(Stored data entries)
+++
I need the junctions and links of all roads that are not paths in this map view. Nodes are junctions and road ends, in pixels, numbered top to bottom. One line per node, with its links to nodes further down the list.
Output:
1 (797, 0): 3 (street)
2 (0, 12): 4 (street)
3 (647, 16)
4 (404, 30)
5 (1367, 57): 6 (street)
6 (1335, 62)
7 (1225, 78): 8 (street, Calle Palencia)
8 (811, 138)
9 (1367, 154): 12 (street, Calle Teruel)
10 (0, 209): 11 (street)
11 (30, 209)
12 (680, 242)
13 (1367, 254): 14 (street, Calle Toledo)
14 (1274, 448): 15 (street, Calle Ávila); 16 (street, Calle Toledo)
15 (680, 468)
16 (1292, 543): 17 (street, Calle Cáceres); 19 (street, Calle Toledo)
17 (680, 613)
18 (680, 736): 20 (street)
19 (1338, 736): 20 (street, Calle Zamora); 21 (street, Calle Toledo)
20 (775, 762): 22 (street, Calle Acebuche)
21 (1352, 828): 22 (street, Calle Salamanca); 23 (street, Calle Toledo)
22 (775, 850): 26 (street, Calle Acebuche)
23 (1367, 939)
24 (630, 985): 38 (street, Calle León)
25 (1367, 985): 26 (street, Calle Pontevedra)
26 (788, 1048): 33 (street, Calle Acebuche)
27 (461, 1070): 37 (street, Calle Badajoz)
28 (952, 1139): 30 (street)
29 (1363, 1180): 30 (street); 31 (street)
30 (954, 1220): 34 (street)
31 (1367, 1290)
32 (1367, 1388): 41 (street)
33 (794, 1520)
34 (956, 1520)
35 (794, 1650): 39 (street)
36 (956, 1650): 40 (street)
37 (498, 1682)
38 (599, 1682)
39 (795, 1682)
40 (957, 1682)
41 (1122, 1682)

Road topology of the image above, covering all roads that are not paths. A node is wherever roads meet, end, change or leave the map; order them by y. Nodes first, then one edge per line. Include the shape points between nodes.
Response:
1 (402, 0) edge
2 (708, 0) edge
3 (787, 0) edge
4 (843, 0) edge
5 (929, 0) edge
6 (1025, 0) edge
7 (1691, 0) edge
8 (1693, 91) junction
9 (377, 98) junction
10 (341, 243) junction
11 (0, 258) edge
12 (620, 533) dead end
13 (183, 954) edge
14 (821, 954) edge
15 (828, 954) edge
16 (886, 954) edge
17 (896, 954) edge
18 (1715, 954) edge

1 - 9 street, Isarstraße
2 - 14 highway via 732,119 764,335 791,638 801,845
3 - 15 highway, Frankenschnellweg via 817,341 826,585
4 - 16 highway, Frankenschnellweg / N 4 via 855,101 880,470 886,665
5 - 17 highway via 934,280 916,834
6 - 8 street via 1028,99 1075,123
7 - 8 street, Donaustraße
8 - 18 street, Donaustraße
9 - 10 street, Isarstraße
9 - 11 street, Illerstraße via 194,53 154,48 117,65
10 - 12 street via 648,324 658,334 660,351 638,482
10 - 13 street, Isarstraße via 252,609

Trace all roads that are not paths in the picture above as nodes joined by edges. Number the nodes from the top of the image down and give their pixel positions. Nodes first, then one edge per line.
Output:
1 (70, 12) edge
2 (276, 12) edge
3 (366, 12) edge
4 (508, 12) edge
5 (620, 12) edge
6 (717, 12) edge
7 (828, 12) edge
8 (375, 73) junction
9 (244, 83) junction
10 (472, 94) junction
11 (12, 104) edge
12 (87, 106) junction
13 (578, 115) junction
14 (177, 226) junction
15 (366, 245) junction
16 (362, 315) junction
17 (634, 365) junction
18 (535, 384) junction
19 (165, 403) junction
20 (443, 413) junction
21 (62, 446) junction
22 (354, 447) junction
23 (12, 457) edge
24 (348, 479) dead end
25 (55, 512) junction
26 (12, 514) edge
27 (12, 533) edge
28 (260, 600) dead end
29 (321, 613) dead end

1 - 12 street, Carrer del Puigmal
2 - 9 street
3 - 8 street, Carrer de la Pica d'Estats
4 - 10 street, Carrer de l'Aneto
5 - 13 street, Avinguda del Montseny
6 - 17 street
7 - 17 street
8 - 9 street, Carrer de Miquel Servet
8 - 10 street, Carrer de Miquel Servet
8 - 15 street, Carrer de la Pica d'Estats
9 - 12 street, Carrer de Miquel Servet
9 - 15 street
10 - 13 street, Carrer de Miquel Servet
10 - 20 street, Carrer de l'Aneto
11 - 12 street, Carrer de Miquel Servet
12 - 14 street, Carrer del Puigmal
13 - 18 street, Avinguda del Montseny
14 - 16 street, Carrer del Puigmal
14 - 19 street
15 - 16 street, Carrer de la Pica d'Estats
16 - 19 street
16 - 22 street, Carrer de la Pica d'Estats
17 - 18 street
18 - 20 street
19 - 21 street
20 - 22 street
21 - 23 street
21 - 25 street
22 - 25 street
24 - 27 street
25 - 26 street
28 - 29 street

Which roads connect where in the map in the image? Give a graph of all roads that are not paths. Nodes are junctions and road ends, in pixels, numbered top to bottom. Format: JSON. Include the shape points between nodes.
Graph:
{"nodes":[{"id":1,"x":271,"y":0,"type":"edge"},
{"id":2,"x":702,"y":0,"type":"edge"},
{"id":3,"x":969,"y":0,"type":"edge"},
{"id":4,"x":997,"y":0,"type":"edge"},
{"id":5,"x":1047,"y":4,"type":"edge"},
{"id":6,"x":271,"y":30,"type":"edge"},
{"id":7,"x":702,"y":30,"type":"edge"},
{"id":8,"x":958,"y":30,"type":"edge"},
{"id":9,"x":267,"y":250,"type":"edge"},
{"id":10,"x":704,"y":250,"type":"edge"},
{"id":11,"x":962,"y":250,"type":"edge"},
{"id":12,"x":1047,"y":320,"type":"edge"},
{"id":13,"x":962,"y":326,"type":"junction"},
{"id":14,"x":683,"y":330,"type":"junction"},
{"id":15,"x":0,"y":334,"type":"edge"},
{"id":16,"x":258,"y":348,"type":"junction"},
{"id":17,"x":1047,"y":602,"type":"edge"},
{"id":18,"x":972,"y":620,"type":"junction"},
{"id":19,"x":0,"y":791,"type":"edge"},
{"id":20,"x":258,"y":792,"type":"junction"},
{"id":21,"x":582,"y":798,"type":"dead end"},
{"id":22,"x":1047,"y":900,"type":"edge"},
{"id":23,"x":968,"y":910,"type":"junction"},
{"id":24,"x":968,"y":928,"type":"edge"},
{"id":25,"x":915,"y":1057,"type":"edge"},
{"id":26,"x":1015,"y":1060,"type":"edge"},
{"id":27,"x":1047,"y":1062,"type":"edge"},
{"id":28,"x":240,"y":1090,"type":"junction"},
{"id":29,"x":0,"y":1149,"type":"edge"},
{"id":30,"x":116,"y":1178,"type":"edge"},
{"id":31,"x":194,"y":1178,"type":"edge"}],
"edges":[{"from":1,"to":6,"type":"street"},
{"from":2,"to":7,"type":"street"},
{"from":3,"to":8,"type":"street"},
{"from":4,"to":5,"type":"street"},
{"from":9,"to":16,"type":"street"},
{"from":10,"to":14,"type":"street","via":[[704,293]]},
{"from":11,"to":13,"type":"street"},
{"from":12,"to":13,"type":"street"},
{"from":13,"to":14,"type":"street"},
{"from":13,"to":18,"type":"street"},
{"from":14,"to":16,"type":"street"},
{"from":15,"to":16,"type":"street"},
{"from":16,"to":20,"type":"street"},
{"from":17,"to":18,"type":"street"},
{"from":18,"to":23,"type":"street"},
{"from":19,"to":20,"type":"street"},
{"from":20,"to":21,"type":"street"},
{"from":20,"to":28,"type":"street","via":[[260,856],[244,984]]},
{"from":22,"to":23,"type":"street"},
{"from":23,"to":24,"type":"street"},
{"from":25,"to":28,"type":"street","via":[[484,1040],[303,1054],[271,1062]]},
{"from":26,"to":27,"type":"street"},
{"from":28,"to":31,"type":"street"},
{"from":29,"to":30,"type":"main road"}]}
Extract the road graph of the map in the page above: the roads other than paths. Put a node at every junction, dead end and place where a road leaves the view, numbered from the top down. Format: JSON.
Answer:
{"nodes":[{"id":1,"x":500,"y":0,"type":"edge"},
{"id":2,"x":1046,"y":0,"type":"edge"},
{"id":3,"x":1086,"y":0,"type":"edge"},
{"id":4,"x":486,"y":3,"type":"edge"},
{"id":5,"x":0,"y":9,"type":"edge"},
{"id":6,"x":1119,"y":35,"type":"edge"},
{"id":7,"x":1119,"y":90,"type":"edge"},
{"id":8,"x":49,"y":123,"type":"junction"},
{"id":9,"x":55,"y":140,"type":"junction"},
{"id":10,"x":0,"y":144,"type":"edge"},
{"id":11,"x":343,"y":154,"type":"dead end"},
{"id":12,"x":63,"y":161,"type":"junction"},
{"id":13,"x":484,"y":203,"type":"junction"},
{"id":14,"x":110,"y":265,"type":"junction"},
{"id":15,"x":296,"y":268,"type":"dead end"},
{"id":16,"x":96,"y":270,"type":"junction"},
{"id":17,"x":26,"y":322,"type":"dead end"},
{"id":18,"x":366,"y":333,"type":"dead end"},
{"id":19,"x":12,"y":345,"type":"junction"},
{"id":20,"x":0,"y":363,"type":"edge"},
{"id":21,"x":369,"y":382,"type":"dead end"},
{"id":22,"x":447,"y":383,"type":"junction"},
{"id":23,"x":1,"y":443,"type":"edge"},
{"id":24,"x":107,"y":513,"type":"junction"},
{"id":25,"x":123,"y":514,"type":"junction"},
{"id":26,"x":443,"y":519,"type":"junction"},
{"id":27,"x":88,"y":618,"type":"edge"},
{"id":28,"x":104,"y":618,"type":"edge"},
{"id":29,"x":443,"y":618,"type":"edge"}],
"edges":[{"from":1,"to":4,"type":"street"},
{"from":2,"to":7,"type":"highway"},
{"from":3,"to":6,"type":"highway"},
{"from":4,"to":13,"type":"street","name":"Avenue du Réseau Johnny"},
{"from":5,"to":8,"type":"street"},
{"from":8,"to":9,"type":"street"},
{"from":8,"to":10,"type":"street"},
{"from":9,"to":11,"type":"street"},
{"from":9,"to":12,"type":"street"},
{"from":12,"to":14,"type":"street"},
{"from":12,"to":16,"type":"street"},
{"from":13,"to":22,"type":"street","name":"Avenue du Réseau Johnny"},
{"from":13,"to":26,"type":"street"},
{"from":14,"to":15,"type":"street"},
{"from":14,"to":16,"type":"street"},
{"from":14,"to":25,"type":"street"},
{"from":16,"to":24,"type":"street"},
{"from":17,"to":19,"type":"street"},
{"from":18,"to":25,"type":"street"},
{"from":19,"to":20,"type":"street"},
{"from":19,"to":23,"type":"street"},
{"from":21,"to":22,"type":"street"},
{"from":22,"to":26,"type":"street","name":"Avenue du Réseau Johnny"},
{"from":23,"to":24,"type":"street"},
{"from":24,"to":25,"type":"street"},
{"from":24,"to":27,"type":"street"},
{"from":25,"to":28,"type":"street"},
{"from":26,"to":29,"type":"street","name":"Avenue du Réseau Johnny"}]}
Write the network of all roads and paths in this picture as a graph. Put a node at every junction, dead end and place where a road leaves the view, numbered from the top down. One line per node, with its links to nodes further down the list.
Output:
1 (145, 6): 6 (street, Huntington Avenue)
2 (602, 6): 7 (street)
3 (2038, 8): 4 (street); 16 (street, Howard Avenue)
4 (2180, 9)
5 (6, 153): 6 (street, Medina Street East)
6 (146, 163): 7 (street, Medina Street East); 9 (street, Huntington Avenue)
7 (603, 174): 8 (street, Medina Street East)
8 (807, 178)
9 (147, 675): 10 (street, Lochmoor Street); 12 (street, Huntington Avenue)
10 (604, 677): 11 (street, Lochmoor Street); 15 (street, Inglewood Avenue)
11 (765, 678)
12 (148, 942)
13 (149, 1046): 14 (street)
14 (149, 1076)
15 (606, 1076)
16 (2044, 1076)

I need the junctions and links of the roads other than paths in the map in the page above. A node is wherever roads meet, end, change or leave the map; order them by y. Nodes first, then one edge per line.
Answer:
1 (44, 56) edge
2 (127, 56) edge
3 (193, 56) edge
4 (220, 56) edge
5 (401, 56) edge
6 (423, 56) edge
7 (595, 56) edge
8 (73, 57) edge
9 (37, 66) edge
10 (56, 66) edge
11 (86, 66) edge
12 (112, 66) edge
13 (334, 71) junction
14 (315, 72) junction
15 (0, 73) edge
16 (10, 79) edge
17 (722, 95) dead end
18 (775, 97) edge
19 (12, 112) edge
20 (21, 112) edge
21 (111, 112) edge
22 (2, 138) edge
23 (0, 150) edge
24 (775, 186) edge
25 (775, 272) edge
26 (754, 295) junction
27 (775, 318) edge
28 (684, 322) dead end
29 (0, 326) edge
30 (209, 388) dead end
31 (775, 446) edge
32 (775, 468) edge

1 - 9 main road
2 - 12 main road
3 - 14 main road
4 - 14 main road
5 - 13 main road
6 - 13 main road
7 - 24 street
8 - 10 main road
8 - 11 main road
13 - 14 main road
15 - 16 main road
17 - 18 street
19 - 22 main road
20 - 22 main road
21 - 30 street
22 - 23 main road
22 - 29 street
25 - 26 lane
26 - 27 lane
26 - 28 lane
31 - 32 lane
+++
Find the count of lines in the data above where the word "this" occurs, and write down only that count.

*EXERCISE OUTPUT*: 2